[Exercise goal]
Give back, word for word, the lines in the listing below from the one holding "stroke:#1c1c1c; stroke-width:18; stroke-linecap:butt" down to the one holding "text-anchor:middle; dominant-baseline:central; stroke-width:6;", both ends included.

[Provided entries]
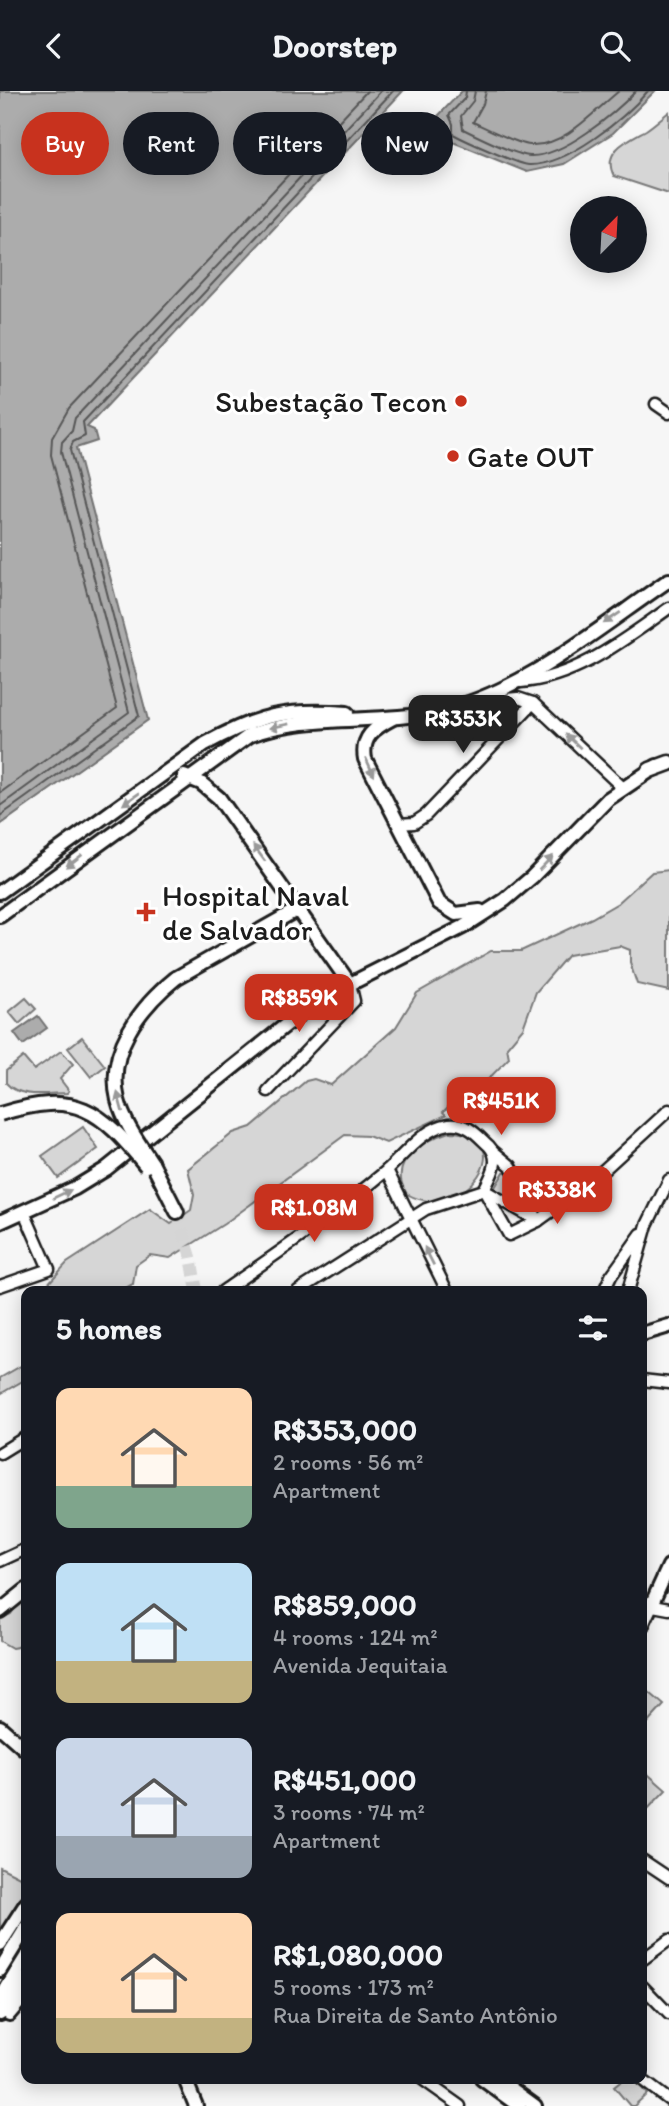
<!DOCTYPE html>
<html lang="en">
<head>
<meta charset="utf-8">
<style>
	:root { --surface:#171b24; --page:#20242c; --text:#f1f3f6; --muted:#9ea1a6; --accent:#c8321e }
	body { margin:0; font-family:Itim,sans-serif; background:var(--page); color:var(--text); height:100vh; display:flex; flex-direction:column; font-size:26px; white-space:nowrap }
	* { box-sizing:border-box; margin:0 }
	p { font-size:23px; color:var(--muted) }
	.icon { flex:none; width:38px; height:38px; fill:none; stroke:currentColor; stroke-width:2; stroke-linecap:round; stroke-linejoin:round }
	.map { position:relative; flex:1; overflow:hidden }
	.details { position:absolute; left:21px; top:1195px; width:626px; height:798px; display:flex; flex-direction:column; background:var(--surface); border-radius:14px; box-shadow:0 4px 18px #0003 }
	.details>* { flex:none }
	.banner { position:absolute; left:21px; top:21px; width:628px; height:63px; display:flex; gap:14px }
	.needle { width:46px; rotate:24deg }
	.fabs { position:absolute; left:570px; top:105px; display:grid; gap:14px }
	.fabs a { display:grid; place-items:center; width:77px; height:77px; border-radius:50%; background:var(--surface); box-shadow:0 4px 18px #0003; font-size:35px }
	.price { position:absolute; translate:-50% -60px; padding:0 16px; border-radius:14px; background:var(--accent); color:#fff; font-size:23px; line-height:46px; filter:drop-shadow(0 2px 4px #0008) }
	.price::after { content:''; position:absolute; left:50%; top:42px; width:21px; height:16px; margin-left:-10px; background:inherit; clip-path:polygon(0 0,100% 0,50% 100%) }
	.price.current { background:#222; color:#fff }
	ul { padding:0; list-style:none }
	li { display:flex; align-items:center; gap:21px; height:175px; padding:0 35px }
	li span { display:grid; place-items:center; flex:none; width:196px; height:140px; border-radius:14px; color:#555 }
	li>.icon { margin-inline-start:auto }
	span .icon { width:84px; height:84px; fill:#fffc; stroke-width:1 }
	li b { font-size:30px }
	h2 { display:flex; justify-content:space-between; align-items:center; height:84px; padding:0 35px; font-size:30px }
	.pill { padding:0 24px; border-radius:32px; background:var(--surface); box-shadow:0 4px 18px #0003; font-size:24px; line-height:63px }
	.pill.current { background:var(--accent); color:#fff }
	header { display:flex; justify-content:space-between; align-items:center; height:91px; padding:0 35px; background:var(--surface); font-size:32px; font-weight:700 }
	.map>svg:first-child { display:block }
	.green { fill:#d6d6d6; stroke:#797979; stroke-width:2 }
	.water { fill:#acacac; stroke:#727272; stroke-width:2 }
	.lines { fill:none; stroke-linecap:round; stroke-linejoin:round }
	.shore { stroke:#565656; stroke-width:2 }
	.major-tunnel { stroke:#d5d5d5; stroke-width:12; stroke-dasharray:12 6; stroke-linecap:butt }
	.minor-casing { stroke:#1c1c1c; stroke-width:15 }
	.major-casing { stroke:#1c1c1c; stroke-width:18 }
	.highway-casing { stroke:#1c1c1c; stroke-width:19 }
	.minor { stroke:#fff; stroke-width:10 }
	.major { stroke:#fff; stroke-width:12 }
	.highway { stroke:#fff; stroke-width:14 }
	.major-bridge-casing { stroke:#1c1c1c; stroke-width:18; stroke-linecap:butt }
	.major-bridge { stroke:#fff; stroke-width:12 }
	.oneway { fill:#999 }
	.poi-dot { fill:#c8321e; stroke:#fff; stroke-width:2.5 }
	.labels { text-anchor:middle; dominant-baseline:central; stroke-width:6; stroke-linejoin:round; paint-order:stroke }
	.poi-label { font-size:30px; fill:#1c1c1c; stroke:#fff; text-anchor:start }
</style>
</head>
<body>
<header><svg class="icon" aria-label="back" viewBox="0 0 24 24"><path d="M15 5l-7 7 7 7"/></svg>Doorstep<svg class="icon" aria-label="search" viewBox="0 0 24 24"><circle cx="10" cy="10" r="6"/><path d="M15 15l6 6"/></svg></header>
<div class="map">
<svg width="669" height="2015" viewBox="0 0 669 2015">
	<rect width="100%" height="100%" fill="#f6f6f6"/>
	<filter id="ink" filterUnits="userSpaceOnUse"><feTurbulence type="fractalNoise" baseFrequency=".0143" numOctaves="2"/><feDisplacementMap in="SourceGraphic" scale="14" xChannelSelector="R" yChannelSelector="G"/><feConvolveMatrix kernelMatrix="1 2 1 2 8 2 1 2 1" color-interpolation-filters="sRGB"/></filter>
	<g filter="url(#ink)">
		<g class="green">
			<path d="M669,21V103L614,85C601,60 628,49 646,39C654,34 661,27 669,21Z"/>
			<path d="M669,779V900L637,893L630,872V859L620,855L568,864L536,901L523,937L507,956L509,967L462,1015L455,1009L443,1021L446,1024L386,1052L368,1045L345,1044L224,1133L170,1167L150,1164L136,1174L133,1193L120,1200H45V1196L67,1172L150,1118L171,1133L191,1119L194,1103L188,1078L233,1042L251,1036L306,990L314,988L331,994L396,936L417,902L491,860H521L592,827L618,812L652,781Z"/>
			<path d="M26,907L36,918L19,933L9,921Z"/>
			<path d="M82,946L105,975L91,986L68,957Z"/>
			<path d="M61,960L73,973L60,988L69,1000L67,1002C48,1002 20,1008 6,992V980L23,966L34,979Z"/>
			<path d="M83,1036L98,1058L58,1087L42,1065Z"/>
			<path d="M449,1041C525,1042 465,1136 407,1103C386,1072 423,1049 449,1041Z"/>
			<path d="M504,1081H508L523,1111L521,1114L494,1098Z"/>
			<path d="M26,1272V1288L0,1303V1287Z"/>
			<path d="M20,1509H26V1544L17,1556L12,1557L0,1550V1528L11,1523Z"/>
			<path d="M642,1595L664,1614L645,1635L642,1632Z"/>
			<path d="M642,1678L666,1699L642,1724Z"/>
			<path d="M0,1776L26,1789V1803L0,1843Z"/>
			<path d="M624,1988H634L647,2003L634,2015H630L614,1996Z"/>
		</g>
		<g class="water">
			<path d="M0,0H403L87,336L94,339L97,350L76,357L148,629L0,734Z"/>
			<path d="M462,0H655L613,42L564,73L527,81L438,45L447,35L438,25Z"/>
			<path d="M38,925L47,937L23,954L14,942Z"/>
		</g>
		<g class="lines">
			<g class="shore">
				<path d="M466,0L465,7L449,24L453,33V43C466,50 517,73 529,74C567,75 625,27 648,0"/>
				<path d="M475,0L473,10L461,25L463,38C477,45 515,64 530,65C563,66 614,23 636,0"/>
				<path d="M486,0L483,13L473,31C486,37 517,53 530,54C565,56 595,19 619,0"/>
				<path d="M0,702L117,617L51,364L52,347L69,317L367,0"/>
				<path d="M0,715L129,621L61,361L62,351L72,340L75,327L381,0"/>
				<path d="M0,725L139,625L70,359L73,351L85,345L83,331L393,0"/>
			</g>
			<path class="major-tunnel" d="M177,1121L191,1166L197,1200"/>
			<g class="minor-casing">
				<g id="minor">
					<path d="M656,313L669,322"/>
					<path d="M521,591C576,587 625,548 669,517"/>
					<path d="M483,610L518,607L533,612L623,697"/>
					<path d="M399,733L414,732L426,724L533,612"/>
					<path d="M268,1000L354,910L350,893"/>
					<path d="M387,1079L447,1200"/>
					<path d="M484,1099L538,1130L584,1097L669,1019"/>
					<path d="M485,1101L509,1144L538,1130L511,1075L493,1060"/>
					<path d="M0,1195L49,1178L24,1121"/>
					<path d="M223,1200C278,1162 335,1123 386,1080C404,1064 423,1037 449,1033C467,1031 477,1044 489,1055C502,1069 491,1085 484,1099L426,1118L298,1200"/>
					<path d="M604,1200L611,1185L641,1143"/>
					<path d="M628,1200L647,1134L669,1089"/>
					<path d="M642,1289L669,1292"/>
					<path d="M0,1362L26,1346"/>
					<path d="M0,1470L26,1458"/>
					<path d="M642,1513L669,1518"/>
					<path d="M642,1769L669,1787"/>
					<path d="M642,1869L669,1849"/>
					<path d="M642,1895L669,1923"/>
					<path d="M422,1988L460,2015"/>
					<path d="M641,1988L669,2009"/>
				</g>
			</g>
			<g class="major-casing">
				<g id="major">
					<path d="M393,627C374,637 361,646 365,668L439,812L456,823L480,820"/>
					<path d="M184,685L201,692L219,707L350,893"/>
					<path d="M0,801L205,653C257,624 288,617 347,622"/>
					<path d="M0,825L250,644C311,622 377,634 440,620C521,603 601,535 669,489"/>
					<path d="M176,887L298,818"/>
					<path d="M152,1072L177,1121"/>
					<path d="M0,1131L75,1097L106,1078L301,922L350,893L463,836L505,809L532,786L608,708L657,675"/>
					<path d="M642,1243L669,1235"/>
					<path d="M0,1520L26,1499"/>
					<path d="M642,1534L669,1475"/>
					<path d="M0,1636L26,1659"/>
					<path d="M0,1853L26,1813"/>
					<path d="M0,1879L26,1837"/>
					<path d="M0,1908L26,1866"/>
					<path d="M0,1923L26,1887"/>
					<path d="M9,1923L26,1903"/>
					<path d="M185,1988L196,2015"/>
					<path d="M482,1988L519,2015"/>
					<path d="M498,1988L535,2015"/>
				</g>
			</g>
			<g class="highway-casing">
				<path id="highway" d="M650,679L669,672"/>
			</g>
			<use href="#minor" class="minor"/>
			<use href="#major" class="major"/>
			<use href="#highway" class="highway"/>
			<g class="major-bridge-casing">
				<g id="major-bridge">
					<path d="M0,1023C77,999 99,1018 146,1075"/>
					<path d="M152,1072C139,1052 124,1032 118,1009C106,960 140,916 176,887"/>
				</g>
			</g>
			<use href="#major-bridge" class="major-bridge"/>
		</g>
		<defs><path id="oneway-solid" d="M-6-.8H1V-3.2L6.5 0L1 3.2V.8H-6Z" transform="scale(1.75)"/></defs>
		<g class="oneway">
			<use href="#oneway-solid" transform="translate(612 527) rotate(146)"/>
			<use href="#oneway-solid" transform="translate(279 635) rotate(168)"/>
			<use href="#oneway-solid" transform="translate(573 650) rotate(-137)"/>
			<use href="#oneway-solid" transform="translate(370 676) rotate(65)"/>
			<use href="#oneway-solid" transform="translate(131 708) rotate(145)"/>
			<use href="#oneway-solid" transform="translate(259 762) rotate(-126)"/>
			<use href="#oneway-solid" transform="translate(74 770) rotate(143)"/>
			<use href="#oneway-solid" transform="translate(546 772) rotate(-46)"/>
			<use href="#oneway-solid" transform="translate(120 1011) rotate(-105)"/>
			<use href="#oneway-solid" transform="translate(62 1103) rotate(-25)"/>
			<use href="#oneway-solid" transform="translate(429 1165) rotate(-117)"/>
		</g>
	</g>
	<g class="poi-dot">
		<circle cx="461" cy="310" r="7"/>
		<circle cx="453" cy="365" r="7"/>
		<path d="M142.5 810.5h7v7h7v7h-7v7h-7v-7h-7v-7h7z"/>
	</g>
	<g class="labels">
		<g class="poi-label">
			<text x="447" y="310" text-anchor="end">Subestação Tecon</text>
			<text x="467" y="365">Gate OUT</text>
			<text x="162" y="804">Hospital Naval<tspan x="162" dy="34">de Salvador</tspan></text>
		</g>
	</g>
</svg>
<div class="fabs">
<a><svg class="needle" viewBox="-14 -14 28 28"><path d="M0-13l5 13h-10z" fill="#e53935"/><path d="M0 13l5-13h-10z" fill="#9ea1a6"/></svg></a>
</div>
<b class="price current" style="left:463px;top:664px">R$353K</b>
<b class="price" style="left:299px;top:943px">R$859K</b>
<b class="price" style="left:501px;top:1046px">R$451K</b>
<b class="price" style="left:557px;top:1135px">R$338K</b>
<b class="price" style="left:314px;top:1153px">R$1.08M</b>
<div class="banner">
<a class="pill current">Buy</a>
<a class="pill">Rent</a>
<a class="pill">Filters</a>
<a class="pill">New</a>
</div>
<section class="details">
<h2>5 homes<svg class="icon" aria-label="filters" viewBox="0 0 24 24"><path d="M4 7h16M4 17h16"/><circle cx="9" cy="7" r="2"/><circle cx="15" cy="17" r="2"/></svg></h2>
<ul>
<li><span style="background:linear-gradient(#ffd9b3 70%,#7fa58c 0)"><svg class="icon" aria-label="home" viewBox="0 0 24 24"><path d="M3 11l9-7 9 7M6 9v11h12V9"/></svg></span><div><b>R$353,000</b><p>2 rooms · 56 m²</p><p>Apartment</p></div></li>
<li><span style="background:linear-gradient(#bfe0f5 70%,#c2b280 0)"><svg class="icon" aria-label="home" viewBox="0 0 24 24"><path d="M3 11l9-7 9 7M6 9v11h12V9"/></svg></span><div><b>R$859,000</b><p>4 rooms · 124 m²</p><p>Avenida Jequitaia</p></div></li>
<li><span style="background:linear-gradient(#c9d6e8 70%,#9aa5b1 0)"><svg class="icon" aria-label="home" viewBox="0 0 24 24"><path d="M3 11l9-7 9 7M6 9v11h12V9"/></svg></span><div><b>R$451,000</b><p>3 rooms · 74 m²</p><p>Apartment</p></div></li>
<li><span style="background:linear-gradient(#ffd9b3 75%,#c2b280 0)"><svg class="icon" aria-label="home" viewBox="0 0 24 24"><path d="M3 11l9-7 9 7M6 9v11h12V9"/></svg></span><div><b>R$1,080,000</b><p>5 rooms · 173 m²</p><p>Rua Direita de Santo Antônio</p></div></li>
</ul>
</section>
</div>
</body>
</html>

[Response for this exercise]
	.major-bridge-casing { stroke:#1c1c1c; stroke-width:18; stroke-linecap:butt }
	.major-bridge { stroke:#fff; stroke-width:12 }
	.oneway { fill:#999 }
	.poi-dot { fill:#c8321e; stroke:#fff; stroke-width:2.5 }
	.labels { text-anchor:middle; dominant-baseline:central; stroke-width:6; stroke-linejoin:round; paint-order:stroke }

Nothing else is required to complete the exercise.